If you're building AI products—or betting your startup on them—this one's for you.

🧠 1. Introduction: Beyond Human Data

If you’re building in AI right now, chances are your stack depends heavily on human-generated data—text corpora, click logs, curated datasets. This has powered everything from search engines to customer support bots to GPT-4.

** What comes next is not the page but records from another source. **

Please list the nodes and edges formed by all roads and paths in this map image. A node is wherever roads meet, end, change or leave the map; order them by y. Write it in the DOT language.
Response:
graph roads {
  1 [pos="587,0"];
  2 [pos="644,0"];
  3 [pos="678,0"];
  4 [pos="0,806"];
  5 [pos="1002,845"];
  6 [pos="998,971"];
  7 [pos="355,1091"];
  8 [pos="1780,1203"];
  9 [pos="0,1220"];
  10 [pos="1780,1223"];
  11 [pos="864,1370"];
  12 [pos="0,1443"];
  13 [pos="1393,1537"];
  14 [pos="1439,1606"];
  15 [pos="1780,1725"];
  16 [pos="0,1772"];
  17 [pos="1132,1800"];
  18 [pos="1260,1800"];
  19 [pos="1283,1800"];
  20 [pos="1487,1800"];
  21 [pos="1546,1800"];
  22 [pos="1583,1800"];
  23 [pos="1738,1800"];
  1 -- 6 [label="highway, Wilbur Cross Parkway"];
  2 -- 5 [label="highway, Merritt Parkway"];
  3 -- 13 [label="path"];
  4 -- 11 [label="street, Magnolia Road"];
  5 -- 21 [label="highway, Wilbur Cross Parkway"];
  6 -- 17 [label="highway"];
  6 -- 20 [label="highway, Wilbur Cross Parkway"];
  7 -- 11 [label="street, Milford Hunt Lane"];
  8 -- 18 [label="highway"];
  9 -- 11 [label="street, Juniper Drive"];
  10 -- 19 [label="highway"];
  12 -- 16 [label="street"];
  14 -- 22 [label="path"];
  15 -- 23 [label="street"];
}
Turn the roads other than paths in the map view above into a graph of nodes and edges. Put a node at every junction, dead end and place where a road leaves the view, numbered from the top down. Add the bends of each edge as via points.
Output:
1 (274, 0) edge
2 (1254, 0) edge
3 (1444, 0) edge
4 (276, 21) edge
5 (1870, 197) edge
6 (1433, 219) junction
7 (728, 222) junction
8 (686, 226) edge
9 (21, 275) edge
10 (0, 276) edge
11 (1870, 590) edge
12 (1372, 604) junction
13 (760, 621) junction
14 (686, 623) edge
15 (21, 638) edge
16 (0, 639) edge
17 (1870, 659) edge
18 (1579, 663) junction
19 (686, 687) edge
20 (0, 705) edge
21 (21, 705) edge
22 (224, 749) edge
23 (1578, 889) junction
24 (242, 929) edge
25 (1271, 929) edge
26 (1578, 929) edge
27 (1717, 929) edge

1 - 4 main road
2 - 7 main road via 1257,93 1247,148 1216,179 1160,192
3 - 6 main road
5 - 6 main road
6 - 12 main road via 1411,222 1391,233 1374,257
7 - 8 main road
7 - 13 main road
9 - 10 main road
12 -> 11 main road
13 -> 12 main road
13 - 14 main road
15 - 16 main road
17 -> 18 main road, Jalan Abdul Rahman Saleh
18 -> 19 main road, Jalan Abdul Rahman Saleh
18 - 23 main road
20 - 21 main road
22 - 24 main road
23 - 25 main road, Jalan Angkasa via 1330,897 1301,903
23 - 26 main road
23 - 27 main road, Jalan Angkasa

But David Silver, the architect of AlphaGo and AlphaZero, thinks it’s time we rethink the fundamentals. In his new position paper and podcast appearance on Google DeepMind: The Podcast, he introduces a bold idea: AI should stop imitating humans—and start learning like them.

Silver argues that we’re stuck in a paradigm that has yielded incredible short-term gains, but has serious long-term limitations. In his words:

“All of these AI methods… are based on one common idea: we extract every piece of knowledge that humans have, and you kind of feed it into the machine.”
— David Silver

He calls this the Era of Human Data—a phase defined by machines learning from human records, behaviors, and biases. And now, he proposes a new frontier:

“We want to go beyond what humans know. And to do that, we're going to need a different type of method… one where the machine actually interacts with the world itself, and generates its own experience.”

For founders and product leaders, this frames a key tension in modern AI development: do we keep refining models trained on the past, or start building systems that generate knowledge instead of just digesting it?

🔄 2. From the “Era of Human Data” to the “Era of Experience”

The central thesis of Silver’s argument is a shift from learning by imitation to learning by doing. He defines two distinct phases in AI:

The Era of Human Data: AI systems built on text, media, and labeled data that reflect the world as humans see it.
The Era of Experience: AI systems that engage with the world, experiment, fail, and self-correct based on actual feedback—not human proxies.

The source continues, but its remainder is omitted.